• [WORK ITEM]:
Output a faithful copy of the entries, every picture removed.

*** DATASET EXCERPTS ***

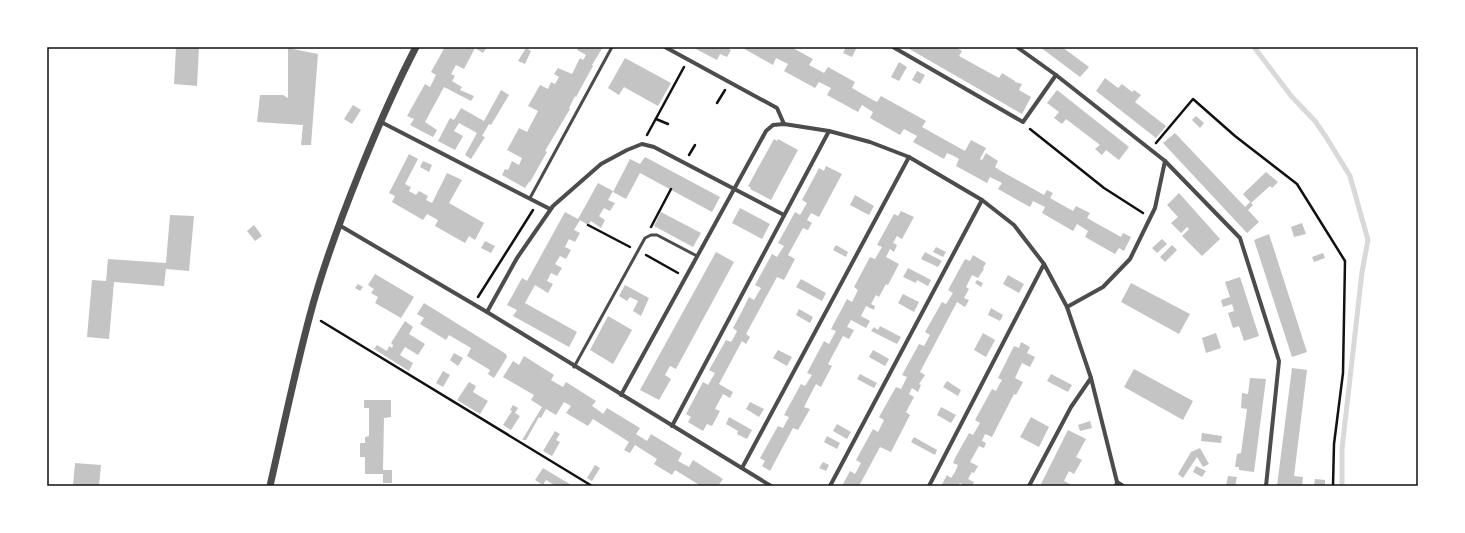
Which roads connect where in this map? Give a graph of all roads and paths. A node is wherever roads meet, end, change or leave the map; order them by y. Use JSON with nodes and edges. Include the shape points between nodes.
{"nodes":[{"id":1,"x":416,"y":47,"type":"edge"},
{"id":2,"x":612,"y":47,"type":"edge"},
{"id":3,"x":664,"y":47,"type":"edge"},
{"id":4,"x":893,"y":47,"type":"edge"},
{"id":5,"x":1017,"y":47,"type":"edge"},
{"id":6,"x":688,"y":60,"type":"junction"},
{"id":7,"x":1056,"y":75,"type":"junction"},
{"id":8,"x":720,"y":98,"type":"dead end"},
{"id":9,"x":717,"y":103,"type":"dead end"},
{"id":10,"x":656,"y":119,"type":"junction"},
{"id":11,"x":380,"y":122,"type":"junction"},
{"id":12,"x":1023,"y":122,"type":"junction"},
{"id":13,"x":668,"y":124,"type":"dead end"},
{"id":14,"x":784,"y":124,"type":"junction"},
{"id":15,"x":829,"y":131,"type":"junction"},
{"id":16,"x":642,"y":144,"type":"junction"},
{"id":17,"x":695,"y":145,"type":"dead end"},
{"id":18,"x":693,"y":148,"type":"dead end"},
{"id":19,"x":1151,"y":149,"type":"junction"},
{"id":20,"x":909,"y":157,"type":"junction"},
{"id":21,"x":1165,"y":161,"type":"junction"},
{"id":22,"x":671,"y":189,"type":"dead end"},
{"id":23,"x":734,"y":189,"type":"junction"},
{"id":24,"x":530,"y":198,"type":"junction"},
{"id":25,"x":982,"y":200,"type":"junction"},
{"id":26,"x":538,"y":202,"type":"junction"},
{"id":27,"x":550,"y":209,"type":"junction"},
{"id":28,"x":784,"y":215,"type":"junction"},
{"id":29,"x":1150,"y":218,"type":"junction"},
{"id":30,"x":339,"y":225,"type":"junction"},
{"id":31,"x":588,"y":225,"type":"dead end"},
{"id":32,"x":645,"y":238,"type":"junction"},
{"id":33,"x":638,"y":251,"type":"junction"},
{"id":34,"x":697,"y":256,"type":"junction"},
{"id":35,"x":1044,"y":264,"type":"junction"},
{"id":36,"x":686,"y":276,"type":"junction"},
{"id":37,"x":474,"y":304,"type":"junction"},
{"id":38,"x":1067,"y":307,"type":"junction"},
{"id":39,"x":487,"y":312,"type":"junction"},
{"id":40,"x":310,"y":314,"type":"junction"},
{"id":41,"x":574,"y":367,"type":"junction"},
{"id":42,"x":1091,"y":378,"type":"junction"},
{"id":43,"x":621,"y":395,"type":"junction"},
{"id":44,"x":672,"y":426,"type":"junction"},
{"id":45,"x":742,"y":468,"type":"junction"},
{"id":46,"x":1117,"y":484,"type":"edge"},
{"id":47,"x":270,"y":486,"type":"edge"},
{"id":48,"x":592,"y":486,"type":"edge"},
{"id":49,"x":771,"y":486,"type":"edge"},
{"id":50,"x":830,"y":486,"type":"edge"},
{"id":51,"x":929,"y":486,"type":"edge"},
{"id":52,"x":1029,"y":486,"type":"edge"},
{"id":53,"x":1123,"y":486,"type":"edge"},
{"id":54,"x":1266,"y":486,"type":"edge"},
{"id":55,"x":1333,"y":486,"type":"edge"}],
"edges":[{"from":1,"to":11,"type":"street"},
{"from":2,"to":24,"type":"lane"},
{"from":3,"to":6,"type":"street"},
{"from":4,"to":12,"type":"street"},
{"from":5,"to":7,"type":"street"},
{"from":6,"to":10,"type":"path"},
{"from":6,"to":14,"type":"street","via":[[777,108]]},
{"from":7,"to":12,"type":"street"},
{"from":7,"to":19,"type":"street"},
{"from":8,"to":9,"type":"path"},
{"from":10,"to":13,"type":"path"},
{"from":10,"to":16,"type":"path"},
{"from":11,"to":24,"type":"street"},
{"from":11,"to":30,"type":"street"},
{"from":12,"to":29,"type":"path","via":[[1104,188]]},
{"from":14,"to":15,"type":"street"},
{"from":14,"to":23,"type":"street","via":[[773,125],[766,131]]},
{"from":15,"to":20,"type":"street","via":[[870,142]]},
{"from":15,"to":28,"type":"street"},
{"from":16,"to":23,"type":"street","via":[[654,147]]},
{"from":16,"to":27,"type":"street","via":[[601,164]]},
{"from":17,"to":18,"type":"path"},
{"from":19,"to":21,"type":"street"},
{"from":19,"to":55,"type":"path","via":[[1193,99],[1235,136],[1297,184],[1345,261],[1343,373],[1334,444]]},
{"from":20,"to":25,"type":"street"},
{"from":20,"to":45,"type":"street"},
{"from":21,"to":29,"type":"street","via":[[1155,208]]},
{"from":21,"to":54,"type":"street","via":[[1240,238],[1276,353],[1278,361]]},
{"from":22,"to":32,"type":"path"},
{"from":23,"to":28,"type":"street"},
{"from":23,"to":34,"type":"street"},
{"from":24,"to":26,"type":"street"},
{"from":25,"to":35,"type":"street","via":[[1014,225]]},
{"from":25,"to":50,"type":"street"},
{"from":26,"to":27,"type":"street"},
{"from":26,"to":37,"type":"path"},
{"from":27,"to":39,"type":"street","via":[[517,258]]},
{"from":28,"to":44,"type":"street"},
{"from":29,"to":38,"type":"street","via":[[1130,259],[1103,287]]},
{"from":30,"to":37,"type":"street"},
{"from":30,"to":40,"type":"street"},
{"from":31,"to":33,"type":"path"},
{"from":32,"to":33,"type":"lane"},
{"from":32,"to":34,"type":"lane","via":[[658,235]]},
{"from":33,"to":36,"type":"path"},
{"from":33,"to":41,"type":"lane"},
{"from":34,"to":36,"type":"street"},
{"from":35,"to":38,"type":"street"},
{"from":35,"to":51,"type":"street"},
{"from":36,"to":43,"type":"street"},
{"from":37,"to":39,"type":"street"},
{"from":38,"to":42,"type":"street"},
{"from":39,"to":41,"type":"street"},
{"from":40,"to":47,"type":"street"},
{"from":40,"to":48,"type":"path"},
{"from":41,"to":43,"type":"street"},
{"from":42,"to":46,"type":"street"},
{"from":42,"to":52,"type":"street","via":[[1071,407]]},
{"from":43,"to":44,"type":"street"},
{"from":44,"to":45,"type":"street"},
{"from":45,"to":49,"type":"street"},
{"from":46,"to":53,"type":"street"}]}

*** End of DATASET EXCERPTS ***

• [RESPONSE]:
Which roads connect where in this map? Give a graph of all roads and paths. A node is wherever roads meet, end, change or leave the map; order them by y. Use JSON with nodes and edges. Include the shape points between nodes.
{"nodes":[{"id":1,"x":416,"y":47,"type":"edge"},
{"id":2,"x":612,"y":47,"type":"edge"},
{"id":3,"x":664,"y":47,"type":"edge"},
{"id":4,"x":893,"y":47,"type":"edge"},
{"id":5,"x":1017,"y":47,"type":"edge"},
{"id":6,"x":688,"y":60,"type":"junction"},
{"id":7,"x":1056,"y":75,"type":"junction"},
{"id":8,"x":720,"y":98,"type":"dead end"},
{"id":9,"x":717,"y":103,"type":"dead end"},
{"id":10,"x":656,"y":119,"type":"junction"},
{"id":11,"x":380,"y":122,"type":"junction"},
{"id":12,"x":1023,"y":122,"type":"junction"},
{"id":13,"x":668,"y":124,"type":"dead end"},
{"id":14,"x":784,"y":124,"type":"junction"},
{"id":15,"x":829,"y":131,"type":"junction"},
{"id":16,"x":642,"y":144,"type":"junction"},
{"id":17,"x":695,"y":145,"type":"dead end"},
{"id":18,"x":693,"y":148,"type":"dead end"},
{"id":19,"x":1151,"y":149,"type":"junction"},
{"id":20,"x":909,"y":157,"type":"junction"},
{"id":21,"x":1165,"y":161,"type":"junction"},
{"id":22,"x":671,"y":189,"type":"dead end"},
{"id":23,"x":734,"y":189,"type":"junction"},
{"id":24,"x":530,"y":198,"type":"junction"},
{"id":25,"x":982,"y":200,"type":"junction"},
{"id":26,"x":538,"y":202,"type":"junction"},
{"id":27,"x":550,"y":209,"type":"junction"},
{"id":28,"x":784,"y":215,"type":"junction"},
{"id":29,"x":1150,"y":218,"type":"junction"},
{"id":30,"x":339,"y":225,"type":"junction"},
{"id":31,"x":588,"y":225,"type":"dead end"},
{"id":32,"x":645,"y":238,"type":"junction"},
{"id":33,"x":638,"y":251,"type":"junction"},
{"id":34,"x":697,"y":256,"type":"junction"},
{"id":35,"x":1044,"y":264,"type":"junction"},
{"id":36,"x":686,"y":276,"type":"junction"},
{"id":37,"x":474,"y":304,"type":"junction"},
{"id":38,"x":1067,"y":307,"type":"junction"},
{"id":39,"x":487,"y":312,"type":"junction"},
{"id":40,"x":310,"y":314,"type":"junction"},
{"id":41,"x":574,"y":367,"type":"junction"},
{"id":42,"x":1091,"y":378,"type":"junction"},
{"id":43,"x":621,"y":395,"type":"junction"},
{"id":44,"x":672,"y":426,"type":"junction"},
{"id":45,"x":742,"y":468,"type":"junction"},
{"id":46,"x":1117,"y":484,"type":"edge"},
{"id":47,"x":270,"y":486,"type":"edge"},
{"id":48,"x":592,"y":486,"type":"edge"},
{"id":49,"x":771,"y":486,"type":"edge"},
{"id":50,"x":830,"y":486,"type":"edge"},
{"id":51,"x":929,"y":486,"type":"edge"},
{"id":52,"x":1029,"y":486,"type":"edge"},
{"id":53,"x":1123,"y":486,"type":"edge"},
{"id":54,"x":1266,"y":486,"type":"edge"},
{"id":55,"x":1333,"y":486,"type":"edge"}],
"edges":[{"from":1,"to":11,"type":"street"},
{"from":2,"to":24,"type":"lane"},
{"from":3,"to":6,"type":"street"},
{"from":4,"to":12,"type":"street"},
{"from":5,"to":7,"type":"street"},
{"from":6,"to":10,"type":"path"},
{"from":6,"to":14,"type":"street","via":[[777,108]]},
{"from":7,"to":12,"type":"street"},
{"from":7,"to":19,"type":"street"},
{"from":8,"to":9,"type":"path"},
{"from":10,"to":13,"type":"path"},
{"from":10,"to":16,"type":"path"},
{"from":11,"to":24,"type":"street"},
{"from":11,"to":30,"type":"street"},
{"from":12,"to":29,"type":"path","via":[[1104,188]]},
{"from":14,"to":15,"type":"street"},
{"from":14,"to":23,"type":"street","via":[[773,125],[766,131]]},
{"from":15,"to":20,"type":"street","via":[[870,142]]},
{"from":15,"to":28,"type":"street"},
{"from":16,"to":23,"type":"street","via":[[654,147]]},
{"from":16,"to":27,"type":"street","via":[[601,164]]},
{"from":17,"to":18,"type":"path"},
{"from":19,"to":21,"type":"street"},
{"from":19,"to":55,"type":"path","via":[[1193,99],[1235,136],[1297,184],[1345,261],[1343,373],[1334,444]]},
{"from":20,"to":25,"type":"street"},
{"from":20,"to":45,"type":"street"},
{"from":21,"to":29,"type":"street","via":[[1155,208]]},
{"from":21,"to":54,"type":"street","via":[[1240,238],[1276,353],[1278,361]]},
{"from":22,"to":32,"type":"path"},
{"from":23,"to":28,"type":"street"},
{"from":23,"to":34,"type":"street"},
{"from":24,"to":26,"type":"street"},
{"from":25,"to":35,"type":"street","via":[[1014,225]]},
{"from":25,"to":50,"type":"street"},
{"from":26,"to":27,"type":"street"},
{"from":26,"to":37,"type":"path"},
{"from":27,"to":39,"type":"street","via":[[517,258]]},
{"from":28,"to":44,"type":"street"},
{"from":29,"to":38,"type":"street","via":[[1130,259],[1103,287]]},
{"from":30,"to":37,"type":"street"},
{"from":30,"to":40,"type":"street"},
{"from":31,"to":33,"type":"path"},
{"from":32,"to":33,"type":"lane"},
{"from":32,"to":34,"type":"lane","via":[[658,235]]},
{"from":33,"to":36,"type":"path"},
{"from":33,"to":41,"type":"lane"},
{"from":34,"to":36,"type":"street"},
{"from":35,"to":38,"type":"street"},
{"from":35,"to":51,"type":"street"},
{"from":36,"to":43,"type":"street"},
{"from":37,"to":39,"type":"street"},
{"from":38,"to":42,"type":"street"},
{"from":39,"to":41,"type":"street"},
{"from":40,"to":47,"type":"street"},
{"from":40,"to":48,"type":"path"},
{"from":41,"to":43,"type":"street"},
{"from":42,"to":46,"type":"street"},
{"from":42,"to":52,"type":"street","via":[[1071,407]]},
{"from":43,"to":44,"type":"street"},
{"from":44,"to":45,"type":"street"},
{"from":45,"to":49,"type":"street"},
{"from":46,"to":53,"type":"street"}]}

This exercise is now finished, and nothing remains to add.